A doctor caring for an 8-year-old boy whose arm was reattached after it was bitten off by a shark says he is still at risk of dying from brain swelling.

"Because of the shark injuries and loss of blood associated with that, his brain did go through a period of time with a very low amount of blood flow," Dr. Rex Northup said.

Northup said the next few days are crucial because brain swelling can lead to death if the pressure in the skull exceeds blood pressure, which would stop bloodflow to the brain and cause death.

Jesse Arbogast, of Ocean Springs, Miss., was swimming at Gulf Islands National Seashore in the Florida Panhandle Friday evening when he was attacked by a 7-foot bull shark, which tore off his arm.

Doctors were able to reattach the arm, but Jessie went into kidney failure on Sunday and has been undergoing dialysis since. He remains unconscious and in critical but stable condition.

Northup, chief of pediatric care at Sacred Heart hospital, said Jessie arrived Friday night with no blood pressure, no pulse and damage to "literally his entire body" because of severe blood loss.

"It's going to be a very tough situation to pull him through," Northup said at a press conference in Pensacola, Fla.

"Our hope is we don't see [him] deteriorating or worsening. If we can get another several days behind us where things don't deteriorate, we'll be happy with that."

Northup described himself as "cautiously optimistic" and said Jesse's reattached arm and severely gashed leg are healing well. He said circulation in the arm and leg was good, although Jessie likely won't be able to use the arm for up to 18 months.

The boy has had six operations since Friday's attack.

"He has done a little bit of a spontaneous eye opening and blinking of his eyes, but at this point is not coherent," Northup said.

Jessie's uncle, Vance Flosensier, of Mobile, Ala., wrestled the shark to shore after the Friday attack. 

"He's a big guy. He got hold of it and tossed it ashore," District Ranger Supervisor John Bandurski said.

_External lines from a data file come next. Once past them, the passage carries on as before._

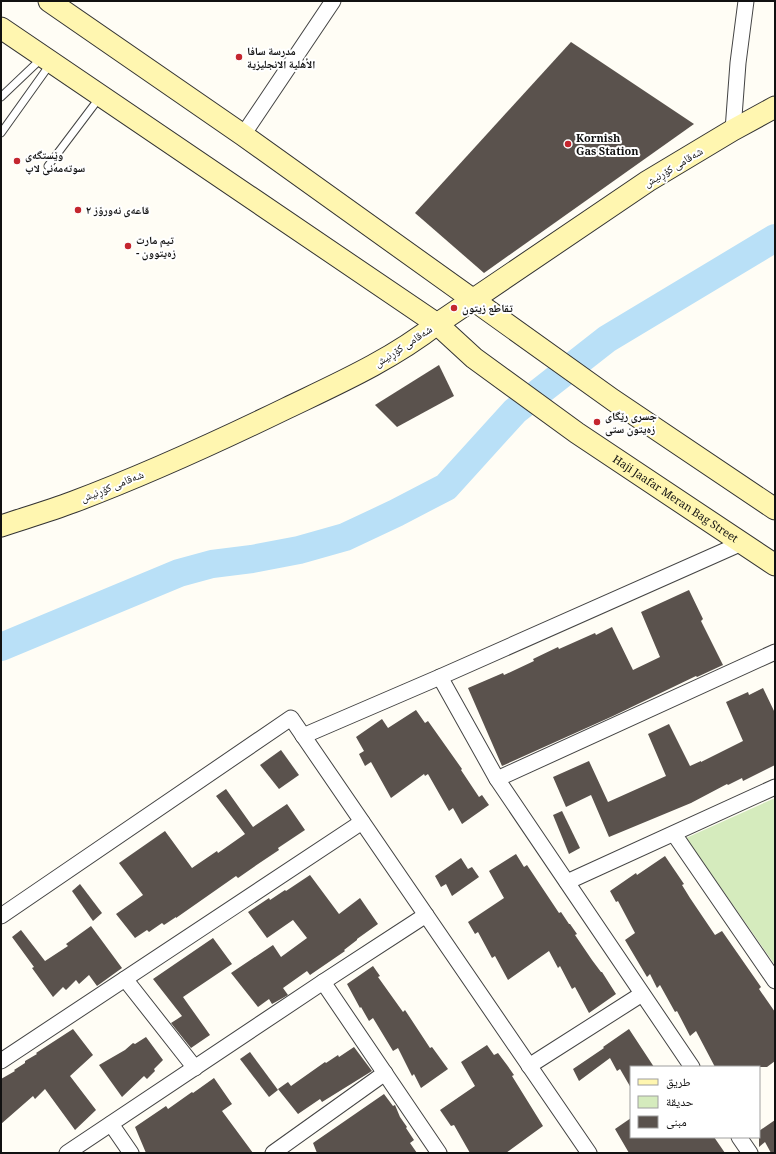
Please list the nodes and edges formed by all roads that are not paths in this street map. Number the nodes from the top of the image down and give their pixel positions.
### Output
1 (49, 1) edge
2 (333, 1) edge
3 (746, 1) edge
4 (1, 28) edge
5 (47, 59) junction
6 (101, 96) junction
7 (1, 97) edge
8 (775, 107) edge
9 (733, 130) junction
10 (1, 133) edge
11 (243, 135) junction
12 (48, 166) dead end
13 (473, 300) junction
14 (437, 324) junction
15 (775, 509) edge
16 (1, 526) edge
17 (742, 543) junction
18 (775, 565) edge
19 (775, 652) edge
20 (440, 677) junction
21 (303, 736) junction
22 (497, 779) junction
23 (775, 787) edge
24 (362, 822) junction
25 (674, 834) junction
26 (567, 882) junction
27 (426, 915) junction
28 (1, 916) edge
29 (124, 979) junction
30 (775, 981) edge
31 (322, 982) junction
32 (642, 994) junction
33 (1, 1061) edge
34 (529, 1066) junction
35 (691, 1066) edge
36 (195, 1068) junction
37 (385, 1073) junction
38 (111, 1124) junction
39 (740, 1138) edge
40 (292, 1148) edge
41 (67, 1153) edge
42 (131, 1153) edge
43 (273, 1153) edge
44 (439, 1153) edge
45 (589, 1153) edge
46 (750, 1153) edge

1 - 11 street
2 - 11 street
3 - 9 street
4 - 5 street, Haji Jaafar Meran Bag Street
5 - 6 street, Haji Jaafar Meran Bag Street
5 - 7 lane
5 - 10 lane
6 - 12 lane
6 - 14 street, Haji Jaafar Meran Bag Street
8 - 9 street, شەقامی کۆڕنیش
9 - 13 street, شەقامی کۆڕنیش
11 - 13 street
13 - 14 street, شەقامی کۆڕنیش
13 - 15 street
14 - 16 street, شەقامی کۆڕنیش
14 - 17 street, Haji Jaafar Meran Bag Street
17 - 18 street, Haji Jaafar Meran Bag Street
17 - 20 street
19 - 22 street
20 - 21 street
20 - 22 street
21 - 24 street
21 - 28 street
22 - 26 street
23 - 25 street
24 - 27 street
24 - 29 street
25 - 26 street
25 - 30 street
26 - 32 street
27 - 31 street
27 - 34 street
29 - 33 street
29 - 36 street
31 - 36 street
31 - 37 street
32 - 34 street
32 - 35 street
34 - 45 street
36 - 38 street
37 - 40 street
37 - 44 street
38 - 41 street
38 - 42 street
39 - 46 street
40 - 43 street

Ranger Jared Klein then shot the shark four times with a 9 mm pistol, and pried its jaw open with a police baton. Volunteer firefighter Tony Thomas used a clamp to pull the boy's severed arm out of the shark's gullet.

The boy had no pulse and no blood pressure when he was airlifted to Baptist Hospital about 30 minutes after the attack, said Dr. Jack Tyson, a surgeon.

"He had essentially lost all of his blood," Tyson said. He was transferred to Sacred Heart because Baptist Hospital, where surgeons reattached his arm, is not equipped to treat kidney failure.

Ian Rogers, the plastic surgeon who helped reattach the arm, had said he was hopeful the boy could regain near normal use of his arm in 18 to 20 months with extensive therapy.

The Associated Press contributed to this report.